The second story could be served up as a sequel to the first. That’s because Gartner projected tough sledding for any mobile app developer seeking to generate revenue. Its scary headline: “Gartner Says Less Than 0.01 Percent of Consumer Mobile Apps Will Be Considered a Financial Success by Their Developers Through 2018.”
With both these sobering stories about the economic bleakness facing mobile, why should companies even consider expanding their mobile enterprises?
I submit that the Gartner analysis overlooks two other value streams that your company almost certainly would find critically important and meaningful to the bottom line.
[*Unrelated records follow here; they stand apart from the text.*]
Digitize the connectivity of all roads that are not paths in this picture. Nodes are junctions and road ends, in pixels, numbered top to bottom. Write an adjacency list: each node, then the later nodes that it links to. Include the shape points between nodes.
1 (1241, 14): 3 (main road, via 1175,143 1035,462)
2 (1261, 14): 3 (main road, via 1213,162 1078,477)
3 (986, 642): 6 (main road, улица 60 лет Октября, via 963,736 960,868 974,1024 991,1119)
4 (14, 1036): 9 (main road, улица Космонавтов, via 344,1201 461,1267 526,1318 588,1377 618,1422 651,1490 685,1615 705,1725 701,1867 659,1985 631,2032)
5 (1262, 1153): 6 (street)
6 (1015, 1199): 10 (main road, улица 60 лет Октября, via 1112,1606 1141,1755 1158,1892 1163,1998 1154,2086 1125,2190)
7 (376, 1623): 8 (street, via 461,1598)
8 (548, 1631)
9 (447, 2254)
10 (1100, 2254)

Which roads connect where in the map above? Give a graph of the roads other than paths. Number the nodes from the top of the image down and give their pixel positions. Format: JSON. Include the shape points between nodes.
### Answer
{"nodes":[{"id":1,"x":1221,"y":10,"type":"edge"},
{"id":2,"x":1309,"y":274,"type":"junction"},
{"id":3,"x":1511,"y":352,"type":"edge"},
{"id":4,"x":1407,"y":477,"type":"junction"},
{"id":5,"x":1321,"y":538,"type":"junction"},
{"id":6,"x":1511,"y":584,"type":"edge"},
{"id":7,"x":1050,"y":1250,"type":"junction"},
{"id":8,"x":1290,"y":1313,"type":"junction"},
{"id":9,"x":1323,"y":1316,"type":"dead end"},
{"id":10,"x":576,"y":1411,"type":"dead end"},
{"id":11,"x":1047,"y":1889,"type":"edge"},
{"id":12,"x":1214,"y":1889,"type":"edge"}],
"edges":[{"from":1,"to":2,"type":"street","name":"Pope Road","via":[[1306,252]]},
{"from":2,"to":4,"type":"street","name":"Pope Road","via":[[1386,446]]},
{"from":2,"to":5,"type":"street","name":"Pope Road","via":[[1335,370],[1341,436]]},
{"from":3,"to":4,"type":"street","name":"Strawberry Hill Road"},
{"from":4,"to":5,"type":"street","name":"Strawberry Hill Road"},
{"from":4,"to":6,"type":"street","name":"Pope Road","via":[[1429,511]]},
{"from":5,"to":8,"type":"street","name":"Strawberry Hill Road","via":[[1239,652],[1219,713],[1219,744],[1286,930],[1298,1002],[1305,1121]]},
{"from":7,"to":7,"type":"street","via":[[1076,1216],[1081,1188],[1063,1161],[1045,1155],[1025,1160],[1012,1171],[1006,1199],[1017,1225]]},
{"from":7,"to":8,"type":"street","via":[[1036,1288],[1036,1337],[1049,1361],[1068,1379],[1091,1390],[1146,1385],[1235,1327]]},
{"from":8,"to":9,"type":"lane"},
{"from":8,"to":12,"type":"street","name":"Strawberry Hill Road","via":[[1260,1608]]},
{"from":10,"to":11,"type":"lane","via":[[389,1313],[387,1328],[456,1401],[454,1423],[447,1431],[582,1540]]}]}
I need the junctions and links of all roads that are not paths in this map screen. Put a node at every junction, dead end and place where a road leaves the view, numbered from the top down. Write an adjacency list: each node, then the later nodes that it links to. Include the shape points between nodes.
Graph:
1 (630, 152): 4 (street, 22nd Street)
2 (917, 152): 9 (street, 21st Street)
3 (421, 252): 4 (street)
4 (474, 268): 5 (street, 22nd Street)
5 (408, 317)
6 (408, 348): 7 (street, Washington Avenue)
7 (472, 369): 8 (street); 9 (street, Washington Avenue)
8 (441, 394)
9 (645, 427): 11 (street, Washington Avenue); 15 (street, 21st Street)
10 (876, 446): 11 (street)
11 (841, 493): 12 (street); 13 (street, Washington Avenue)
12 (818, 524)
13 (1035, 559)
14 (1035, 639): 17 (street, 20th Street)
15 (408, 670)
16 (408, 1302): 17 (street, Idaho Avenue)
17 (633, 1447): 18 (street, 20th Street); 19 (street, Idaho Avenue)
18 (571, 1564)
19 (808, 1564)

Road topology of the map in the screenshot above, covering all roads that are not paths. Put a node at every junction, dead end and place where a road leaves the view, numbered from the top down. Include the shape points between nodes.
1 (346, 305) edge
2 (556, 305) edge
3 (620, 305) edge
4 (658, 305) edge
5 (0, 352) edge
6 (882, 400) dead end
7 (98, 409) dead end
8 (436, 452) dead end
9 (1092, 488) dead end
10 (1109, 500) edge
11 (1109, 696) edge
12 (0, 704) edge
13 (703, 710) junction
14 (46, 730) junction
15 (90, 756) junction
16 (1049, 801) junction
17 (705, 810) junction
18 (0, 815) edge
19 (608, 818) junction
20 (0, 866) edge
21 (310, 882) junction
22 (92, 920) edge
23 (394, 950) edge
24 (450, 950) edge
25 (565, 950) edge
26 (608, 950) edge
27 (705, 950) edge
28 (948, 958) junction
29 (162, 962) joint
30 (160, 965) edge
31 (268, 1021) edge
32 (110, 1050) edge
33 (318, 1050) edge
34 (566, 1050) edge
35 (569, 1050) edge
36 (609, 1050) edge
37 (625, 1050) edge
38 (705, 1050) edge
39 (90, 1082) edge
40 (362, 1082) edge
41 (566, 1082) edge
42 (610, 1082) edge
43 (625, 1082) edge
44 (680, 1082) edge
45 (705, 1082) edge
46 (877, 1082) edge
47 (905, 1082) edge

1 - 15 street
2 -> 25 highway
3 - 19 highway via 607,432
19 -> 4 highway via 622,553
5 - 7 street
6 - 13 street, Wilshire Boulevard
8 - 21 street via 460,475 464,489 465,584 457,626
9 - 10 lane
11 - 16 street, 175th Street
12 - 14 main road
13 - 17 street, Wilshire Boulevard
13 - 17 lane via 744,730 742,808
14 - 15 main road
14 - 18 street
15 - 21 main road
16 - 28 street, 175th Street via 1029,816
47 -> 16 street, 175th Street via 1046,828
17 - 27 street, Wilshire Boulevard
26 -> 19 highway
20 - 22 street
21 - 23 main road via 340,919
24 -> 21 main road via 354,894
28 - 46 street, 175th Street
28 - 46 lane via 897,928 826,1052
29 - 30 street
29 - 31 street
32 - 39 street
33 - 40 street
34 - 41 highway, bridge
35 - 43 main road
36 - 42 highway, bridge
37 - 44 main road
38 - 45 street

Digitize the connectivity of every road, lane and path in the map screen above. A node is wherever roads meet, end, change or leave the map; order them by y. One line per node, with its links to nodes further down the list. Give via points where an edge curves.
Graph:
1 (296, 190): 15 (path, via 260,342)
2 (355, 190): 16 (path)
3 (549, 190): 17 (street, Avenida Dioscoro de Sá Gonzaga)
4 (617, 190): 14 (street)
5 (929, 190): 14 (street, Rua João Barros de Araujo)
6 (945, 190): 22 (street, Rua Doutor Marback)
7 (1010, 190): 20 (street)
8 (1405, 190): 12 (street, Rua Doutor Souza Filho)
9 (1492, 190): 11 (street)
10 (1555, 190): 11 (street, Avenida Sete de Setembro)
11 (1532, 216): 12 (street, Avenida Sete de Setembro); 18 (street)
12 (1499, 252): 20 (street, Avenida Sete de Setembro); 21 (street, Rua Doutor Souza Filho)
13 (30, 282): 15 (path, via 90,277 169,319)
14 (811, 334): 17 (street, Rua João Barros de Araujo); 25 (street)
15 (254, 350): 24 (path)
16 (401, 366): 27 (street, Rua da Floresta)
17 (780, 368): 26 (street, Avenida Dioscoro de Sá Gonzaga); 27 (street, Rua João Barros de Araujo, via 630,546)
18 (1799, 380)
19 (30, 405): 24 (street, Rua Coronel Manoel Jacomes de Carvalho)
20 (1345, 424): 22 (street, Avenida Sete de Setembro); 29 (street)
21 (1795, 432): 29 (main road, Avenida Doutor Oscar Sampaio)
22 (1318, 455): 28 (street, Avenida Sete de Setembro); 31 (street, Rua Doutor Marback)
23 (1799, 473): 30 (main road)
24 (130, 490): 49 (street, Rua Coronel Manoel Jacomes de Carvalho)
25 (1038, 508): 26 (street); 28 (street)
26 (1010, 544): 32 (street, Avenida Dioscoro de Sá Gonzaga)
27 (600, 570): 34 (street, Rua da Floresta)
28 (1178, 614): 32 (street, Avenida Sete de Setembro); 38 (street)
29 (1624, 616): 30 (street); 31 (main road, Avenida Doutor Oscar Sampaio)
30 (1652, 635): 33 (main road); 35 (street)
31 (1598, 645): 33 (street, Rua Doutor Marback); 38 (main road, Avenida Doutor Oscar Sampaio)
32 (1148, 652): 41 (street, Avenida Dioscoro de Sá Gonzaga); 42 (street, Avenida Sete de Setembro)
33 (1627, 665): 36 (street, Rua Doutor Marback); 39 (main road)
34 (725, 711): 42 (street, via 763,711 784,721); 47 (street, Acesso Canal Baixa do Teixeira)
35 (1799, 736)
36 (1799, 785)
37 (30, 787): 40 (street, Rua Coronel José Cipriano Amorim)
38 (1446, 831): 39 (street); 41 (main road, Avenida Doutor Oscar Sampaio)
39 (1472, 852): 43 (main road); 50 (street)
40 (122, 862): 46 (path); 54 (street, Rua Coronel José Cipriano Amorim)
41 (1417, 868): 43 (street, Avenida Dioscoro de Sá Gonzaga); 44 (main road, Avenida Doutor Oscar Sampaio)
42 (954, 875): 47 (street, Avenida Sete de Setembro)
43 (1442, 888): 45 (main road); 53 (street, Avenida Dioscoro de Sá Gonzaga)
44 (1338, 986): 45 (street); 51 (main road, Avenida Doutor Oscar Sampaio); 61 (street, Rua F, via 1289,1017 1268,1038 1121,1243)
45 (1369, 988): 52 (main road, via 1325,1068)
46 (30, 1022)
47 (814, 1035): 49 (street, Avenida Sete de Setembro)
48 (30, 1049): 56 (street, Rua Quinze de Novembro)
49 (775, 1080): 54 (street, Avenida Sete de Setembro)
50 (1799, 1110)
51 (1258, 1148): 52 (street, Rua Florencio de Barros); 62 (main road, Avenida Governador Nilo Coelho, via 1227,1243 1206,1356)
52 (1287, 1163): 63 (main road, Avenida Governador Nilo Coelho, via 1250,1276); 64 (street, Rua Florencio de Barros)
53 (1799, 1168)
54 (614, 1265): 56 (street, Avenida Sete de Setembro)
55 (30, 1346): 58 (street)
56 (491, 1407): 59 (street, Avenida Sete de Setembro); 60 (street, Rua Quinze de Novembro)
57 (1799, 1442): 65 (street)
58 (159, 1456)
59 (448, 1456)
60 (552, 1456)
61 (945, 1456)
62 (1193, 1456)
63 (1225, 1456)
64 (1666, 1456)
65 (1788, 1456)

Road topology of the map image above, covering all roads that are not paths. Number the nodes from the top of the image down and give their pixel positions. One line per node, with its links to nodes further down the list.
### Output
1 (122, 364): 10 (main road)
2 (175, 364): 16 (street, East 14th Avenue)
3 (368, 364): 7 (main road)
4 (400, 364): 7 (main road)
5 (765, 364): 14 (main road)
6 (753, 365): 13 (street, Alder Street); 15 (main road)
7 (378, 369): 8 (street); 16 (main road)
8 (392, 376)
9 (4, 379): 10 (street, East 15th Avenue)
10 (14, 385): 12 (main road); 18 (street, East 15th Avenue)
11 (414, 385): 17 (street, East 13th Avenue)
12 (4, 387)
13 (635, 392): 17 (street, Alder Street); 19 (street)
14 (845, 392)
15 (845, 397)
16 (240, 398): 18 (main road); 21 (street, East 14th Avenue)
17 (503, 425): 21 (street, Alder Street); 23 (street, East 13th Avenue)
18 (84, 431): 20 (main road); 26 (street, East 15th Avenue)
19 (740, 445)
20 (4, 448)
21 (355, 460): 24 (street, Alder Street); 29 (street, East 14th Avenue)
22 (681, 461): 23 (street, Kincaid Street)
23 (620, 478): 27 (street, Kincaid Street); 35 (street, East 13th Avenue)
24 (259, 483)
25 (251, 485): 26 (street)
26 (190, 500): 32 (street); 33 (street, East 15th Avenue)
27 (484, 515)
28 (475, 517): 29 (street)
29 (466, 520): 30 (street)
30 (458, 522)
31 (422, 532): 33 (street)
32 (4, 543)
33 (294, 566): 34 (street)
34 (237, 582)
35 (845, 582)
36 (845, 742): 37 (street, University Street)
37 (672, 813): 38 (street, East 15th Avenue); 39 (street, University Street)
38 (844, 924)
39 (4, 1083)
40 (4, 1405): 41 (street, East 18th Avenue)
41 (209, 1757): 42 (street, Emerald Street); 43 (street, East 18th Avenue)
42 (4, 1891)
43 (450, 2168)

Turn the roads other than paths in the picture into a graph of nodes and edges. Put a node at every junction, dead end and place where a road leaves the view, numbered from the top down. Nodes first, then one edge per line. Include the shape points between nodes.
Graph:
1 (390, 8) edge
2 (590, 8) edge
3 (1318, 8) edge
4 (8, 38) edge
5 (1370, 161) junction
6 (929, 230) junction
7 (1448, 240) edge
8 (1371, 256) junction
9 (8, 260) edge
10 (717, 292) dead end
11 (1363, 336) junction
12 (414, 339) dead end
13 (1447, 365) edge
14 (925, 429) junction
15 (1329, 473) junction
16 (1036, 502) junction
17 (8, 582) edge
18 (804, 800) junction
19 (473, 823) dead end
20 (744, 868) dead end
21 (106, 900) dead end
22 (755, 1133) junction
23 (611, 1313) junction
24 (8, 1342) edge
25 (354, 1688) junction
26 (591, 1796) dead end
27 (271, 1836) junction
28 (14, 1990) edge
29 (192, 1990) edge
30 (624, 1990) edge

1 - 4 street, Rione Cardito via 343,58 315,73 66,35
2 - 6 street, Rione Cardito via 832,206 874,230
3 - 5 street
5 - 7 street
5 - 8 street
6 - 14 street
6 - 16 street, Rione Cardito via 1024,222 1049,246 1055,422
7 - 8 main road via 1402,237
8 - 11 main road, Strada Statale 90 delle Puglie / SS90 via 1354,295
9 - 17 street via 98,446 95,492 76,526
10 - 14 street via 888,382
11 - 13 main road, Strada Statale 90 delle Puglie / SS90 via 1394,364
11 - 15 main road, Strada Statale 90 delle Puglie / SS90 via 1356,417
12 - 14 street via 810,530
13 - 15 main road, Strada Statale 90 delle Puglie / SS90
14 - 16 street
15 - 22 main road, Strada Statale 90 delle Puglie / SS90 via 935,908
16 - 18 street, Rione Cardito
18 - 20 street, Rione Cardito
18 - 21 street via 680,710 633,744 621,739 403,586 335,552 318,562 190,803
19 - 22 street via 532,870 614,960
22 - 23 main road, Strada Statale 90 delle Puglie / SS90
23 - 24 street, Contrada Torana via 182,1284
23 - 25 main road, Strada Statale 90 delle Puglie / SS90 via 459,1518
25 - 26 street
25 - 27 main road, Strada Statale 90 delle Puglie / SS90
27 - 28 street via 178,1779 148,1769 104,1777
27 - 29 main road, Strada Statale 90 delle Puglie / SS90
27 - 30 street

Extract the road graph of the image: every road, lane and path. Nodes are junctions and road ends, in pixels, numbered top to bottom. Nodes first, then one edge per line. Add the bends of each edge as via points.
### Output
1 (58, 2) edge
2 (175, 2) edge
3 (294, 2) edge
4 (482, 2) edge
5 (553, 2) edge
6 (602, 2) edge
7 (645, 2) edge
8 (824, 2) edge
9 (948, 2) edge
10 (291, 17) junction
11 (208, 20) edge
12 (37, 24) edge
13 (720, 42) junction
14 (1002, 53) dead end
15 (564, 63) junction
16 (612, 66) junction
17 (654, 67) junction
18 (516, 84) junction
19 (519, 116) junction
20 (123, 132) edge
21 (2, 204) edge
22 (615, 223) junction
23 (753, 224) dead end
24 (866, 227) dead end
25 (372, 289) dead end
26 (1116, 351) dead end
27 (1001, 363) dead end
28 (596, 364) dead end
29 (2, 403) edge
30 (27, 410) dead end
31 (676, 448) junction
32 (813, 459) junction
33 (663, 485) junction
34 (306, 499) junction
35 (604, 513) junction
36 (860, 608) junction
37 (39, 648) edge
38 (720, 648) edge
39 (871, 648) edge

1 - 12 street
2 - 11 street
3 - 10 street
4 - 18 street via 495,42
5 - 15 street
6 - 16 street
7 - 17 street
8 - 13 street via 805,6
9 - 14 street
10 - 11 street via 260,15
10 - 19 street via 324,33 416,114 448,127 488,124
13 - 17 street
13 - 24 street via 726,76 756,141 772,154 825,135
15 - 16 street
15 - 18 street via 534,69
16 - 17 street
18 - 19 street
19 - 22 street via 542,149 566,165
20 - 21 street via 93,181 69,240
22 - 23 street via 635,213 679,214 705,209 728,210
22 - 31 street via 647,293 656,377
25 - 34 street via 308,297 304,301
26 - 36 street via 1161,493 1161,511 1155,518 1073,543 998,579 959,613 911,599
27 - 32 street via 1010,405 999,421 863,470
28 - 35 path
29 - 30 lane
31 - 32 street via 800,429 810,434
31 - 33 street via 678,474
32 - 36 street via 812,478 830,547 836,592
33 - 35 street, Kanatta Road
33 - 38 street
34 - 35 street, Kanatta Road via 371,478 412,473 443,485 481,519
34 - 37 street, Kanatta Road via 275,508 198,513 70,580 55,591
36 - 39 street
First, it’s unclear if the forecast includes anything beyond mobile-only monetization, especially one-off app purchases, in-app advertising, and in-app purchases. I suspect it does not include transactions for goods or services. That would mean that things like duct tape bought using the Home Depot app or a National Geographic magazine subscription purchased using the Amazon app are not counted. For any company offering a real world product or service, this is where the real mobile money stands to be made.
Second, it does not consider the value of the data mobile apps can generate. While Nielsen ratings can tell you something about the demographics of the audience watching your company’s TV commercials, and primary market research can deliver a (typically) expensive snapshot of who buys your company’s products, your mobile app can deliver real-time information about who’s actually engaging your brand.
Increasingly there are companies like AppBoy, which I covered in this story, that can aggregate audience information from multiple sources, including mobile, to help you build a much more accurate picture of your customer. That information can help you improve your advertising, product portfolio, brand appeal, and more.
A mobile app strategy that had at its core a sole mission to acquire better information about your company’s consumers would deliver value you’d be proud to share with your CMO.
Coming back for a moment to the first story, when we consider that we’re spending roughly 12 percent of our media consumption time with a mobile screen, either a tablet or smartphone, seeing only three percent of total ad spend go to mobile clearly exposes a mismatch. The reasons for the gap include a dearth of ad formats that meaningfully engage the audience, the struggles of traditional digital ad formats, especially banners, to deliver, a glut of mobile inventory relative to advertisers’ demand for that inventory, and uneven or unreliable performance and audience measurement.
Still, the tide is turning. Companies like Facebook are showing us ways to surmount these obstacles and build meaningful mobile revenues. Remember, too, there are other ways to extract value from your company’s mobile operations. Enabling transactions for actual goods and services and collecting data are just two of them.